What you are asked to do: Go through the data underneath and copy every line exactly.

Exercise data:
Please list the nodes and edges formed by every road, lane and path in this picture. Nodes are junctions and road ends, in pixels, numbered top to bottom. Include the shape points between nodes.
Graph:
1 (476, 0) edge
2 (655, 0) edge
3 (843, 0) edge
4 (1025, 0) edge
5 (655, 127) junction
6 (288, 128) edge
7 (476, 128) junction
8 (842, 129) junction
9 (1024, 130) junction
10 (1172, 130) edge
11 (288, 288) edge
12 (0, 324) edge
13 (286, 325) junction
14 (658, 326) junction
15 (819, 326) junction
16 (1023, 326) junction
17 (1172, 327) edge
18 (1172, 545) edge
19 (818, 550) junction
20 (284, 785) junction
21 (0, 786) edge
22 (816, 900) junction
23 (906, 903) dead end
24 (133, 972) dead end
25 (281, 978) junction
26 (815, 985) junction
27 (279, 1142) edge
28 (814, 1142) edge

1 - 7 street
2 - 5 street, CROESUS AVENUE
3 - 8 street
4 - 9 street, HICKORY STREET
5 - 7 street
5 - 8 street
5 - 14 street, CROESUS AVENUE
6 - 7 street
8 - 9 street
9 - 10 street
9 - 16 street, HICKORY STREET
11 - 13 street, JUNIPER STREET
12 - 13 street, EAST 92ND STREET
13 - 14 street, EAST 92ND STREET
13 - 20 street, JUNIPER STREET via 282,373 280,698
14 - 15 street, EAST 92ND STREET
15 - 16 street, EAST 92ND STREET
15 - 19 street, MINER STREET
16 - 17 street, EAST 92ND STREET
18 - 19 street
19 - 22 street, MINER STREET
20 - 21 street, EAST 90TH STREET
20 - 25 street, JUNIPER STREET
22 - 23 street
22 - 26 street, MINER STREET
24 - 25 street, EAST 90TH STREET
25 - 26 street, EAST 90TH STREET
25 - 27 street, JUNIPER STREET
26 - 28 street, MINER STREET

Response:
Please list the nodes and edges formed by every road, lane and path in this picture. Nodes are junctions and road ends, in pixels, numbered top to bottom. Include the shape points between nodes.
Graph:
1 (476, 0) edge
2 (655, 0) edge
3 (843, 0) edge
4 (1025, 0) edge
5 (655, 127) junction
6 (288, 128) edge
7 (476, 128) junction
8 (842, 129) junction
9 (1024, 130) junction
10 (1172, 130) edge
11 (288, 288) edge
12 (0, 324) edge
13 (286, 325) junction
14 (658, 326) junction
15 (819, 326) junction
16 (1023, 326) junction
17 (1172, 327) edge
18 (1172, 545) edge
19 (818, 550) junction
20 (284, 785) junction
21 (0, 786) edge
22 (816, 900) junction
23 (906, 903) dead end
24 (133, 972) dead end
25 (281, 978) junction
26 (815, 985) junction
27 (279, 1142) edge
28 (814, 1142) edge

1 - 7 street
2 - 5 street, CROESUS AVENUE
3 - 8 street
4 - 9 street, HICKORY STREET
5 - 7 street
5 - 8 street
5 - 14 street, CROESUS AVENUE
6 - 7 street
8 - 9 street
9 - 10 street
9 - 16 street, HICKORY STREET
11 - 13 street, JUNIPER STREET
12 - 13 street, EAST 92ND STREET
13 - 14 street, EAST 92ND STREET
13 - 20 street, JUNIPER STREET via 282,373 280,698
14 - 15 street, EAST 92ND STREET
15 - 16 street, EAST 92ND STREET
15 - 19 street, MINER STREET
16 - 17 street, EAST 92ND STREET
18 - 19 street
19 - 22 street, MINER STREET
20 - 21 street, EAST 90TH STREET
20 - 25 street, JUNIPER STREET
22 - 23 street
22 - 26 street, MINER STREET
24 - 25 street, EAST 90TH STREET
25 - 26 street, EAST 90TH STREET
25 - 27 street, JUNIPER STREET
26 - 28 street, MINER STREET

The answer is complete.